Study: Michelle Obama’s Costly Effort to Abolish Food Deserts Failing
FEBRUARY 20, 2014
Michelle Obama’s multi-billion-dollar campaign to revolutionize the inner city diet by bringing healthier foods to low-income neighborhoods is failing miserably, according to a new study, yet American taxpayers are being forced to continue funding the costly initiative.
The goal is to eliminate “food deserts,” common in poor, minority communities where fresh, healthy food is tough to find or often unavailable. This has created a national epidemic of obesity, according the Obama administration, and the government has a duty to intervene. As part of a $4.5 billion law (Healthy, Hunger-Free Kids Act) pushed through by the First Lady the government commits hundreds of millions of dollars annually to bring whole foods—vegetables, fruits, whole grains, lean meats and low-fat dairy—to underserved neighborhoods nationwide.
Among the areas that have received a chunk of money is Philadelphia, where so-called food deserts were once rampant. Besides getting millions from Michelle Obama’s measure, the area has received generous grants from a $15 billion fund tied to her husband’s disastrous healthcare law as well as “stimulus” cash to combat obesity, according to a news report. The money has helped build new markets and added healthy food options to convenience stores in the city’s low-income neighborhoods.
So, has the pricey effort to eradicate food deserts paid off? Are the residents of these underserved areas any healthier after getting their government-funded fruits and veggies? The answer to both questions is a resounding no. After six months, there was no significant improvement in the body-mass index of local residents or in their consumption of fruits and vegetables, according to a new academic study. Researchers considered more than 1,000 Philadelphia residents who lived in areas once considered food deserts.

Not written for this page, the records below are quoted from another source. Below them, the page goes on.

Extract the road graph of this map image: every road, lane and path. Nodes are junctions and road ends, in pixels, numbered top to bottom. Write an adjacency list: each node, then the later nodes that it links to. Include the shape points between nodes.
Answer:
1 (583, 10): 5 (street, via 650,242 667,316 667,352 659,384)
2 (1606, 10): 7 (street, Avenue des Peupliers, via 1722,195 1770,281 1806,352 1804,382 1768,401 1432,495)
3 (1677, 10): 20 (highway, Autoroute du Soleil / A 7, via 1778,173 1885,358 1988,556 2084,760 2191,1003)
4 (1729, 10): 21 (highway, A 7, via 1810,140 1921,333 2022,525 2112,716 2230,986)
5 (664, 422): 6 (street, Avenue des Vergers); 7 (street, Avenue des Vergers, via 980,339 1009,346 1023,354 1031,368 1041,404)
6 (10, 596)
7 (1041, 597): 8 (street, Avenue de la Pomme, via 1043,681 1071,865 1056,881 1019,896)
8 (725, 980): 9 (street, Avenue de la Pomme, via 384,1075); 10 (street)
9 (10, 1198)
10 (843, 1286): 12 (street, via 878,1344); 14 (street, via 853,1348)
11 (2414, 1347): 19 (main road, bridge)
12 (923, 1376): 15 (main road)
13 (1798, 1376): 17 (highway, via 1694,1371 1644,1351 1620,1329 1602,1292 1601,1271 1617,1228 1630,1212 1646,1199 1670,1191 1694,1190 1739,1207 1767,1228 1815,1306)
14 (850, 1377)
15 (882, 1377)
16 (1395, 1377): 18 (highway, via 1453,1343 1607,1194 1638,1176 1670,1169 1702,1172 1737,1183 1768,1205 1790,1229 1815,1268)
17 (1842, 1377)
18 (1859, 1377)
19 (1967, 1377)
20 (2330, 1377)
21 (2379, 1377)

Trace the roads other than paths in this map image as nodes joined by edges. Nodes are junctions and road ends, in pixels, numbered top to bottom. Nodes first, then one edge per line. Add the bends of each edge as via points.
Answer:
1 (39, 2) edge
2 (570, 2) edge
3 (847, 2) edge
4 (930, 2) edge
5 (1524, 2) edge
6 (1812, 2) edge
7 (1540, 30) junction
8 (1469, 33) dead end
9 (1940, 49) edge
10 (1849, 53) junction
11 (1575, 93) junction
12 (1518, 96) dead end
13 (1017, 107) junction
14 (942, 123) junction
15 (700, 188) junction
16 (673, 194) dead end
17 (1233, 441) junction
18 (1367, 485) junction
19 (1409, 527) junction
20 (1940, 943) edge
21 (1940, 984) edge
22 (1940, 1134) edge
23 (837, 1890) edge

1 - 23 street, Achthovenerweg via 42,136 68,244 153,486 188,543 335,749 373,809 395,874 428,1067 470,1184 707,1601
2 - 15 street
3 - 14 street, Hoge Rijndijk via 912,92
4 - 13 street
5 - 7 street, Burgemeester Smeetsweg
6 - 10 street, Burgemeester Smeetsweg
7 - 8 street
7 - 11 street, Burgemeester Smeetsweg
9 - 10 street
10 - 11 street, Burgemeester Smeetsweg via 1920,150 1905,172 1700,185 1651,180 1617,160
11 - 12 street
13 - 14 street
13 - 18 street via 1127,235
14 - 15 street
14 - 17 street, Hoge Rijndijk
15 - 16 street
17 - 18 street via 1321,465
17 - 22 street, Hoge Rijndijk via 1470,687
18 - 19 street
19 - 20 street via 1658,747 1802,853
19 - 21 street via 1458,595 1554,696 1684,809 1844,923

The researchers concluded that the new neighborhood grocery stores increased awareness of food access, but didn’t alter dietary habits or obesity. “We found that the intervention moderately improved residents’ perception of food accessibility,” the researchers write. “However, it did not lead to changes in reported fruit and vegetable intake or body mass index.” Therefore, the introduction of healthier cuisine—compliments of Uncle Sam—in food deserts is not enough to put a dent on obesity rates. Don’t expect the Obama administration to stop pouring money on this experiment, however.
In the last few years the administration has dedicated huge sums to eradicate food deserts. This includes $75 million to study ways of better recognizing the nutritional needs of low-income communities and more than $100 million in Obamacare grants to “reduce health disparities” between minorities and whites by, among other things, eliminating food deserts. The administration even created a special internet mapping tool (Food Desert Locator) that identifies areas with “limited access to affordable and nutritious foods.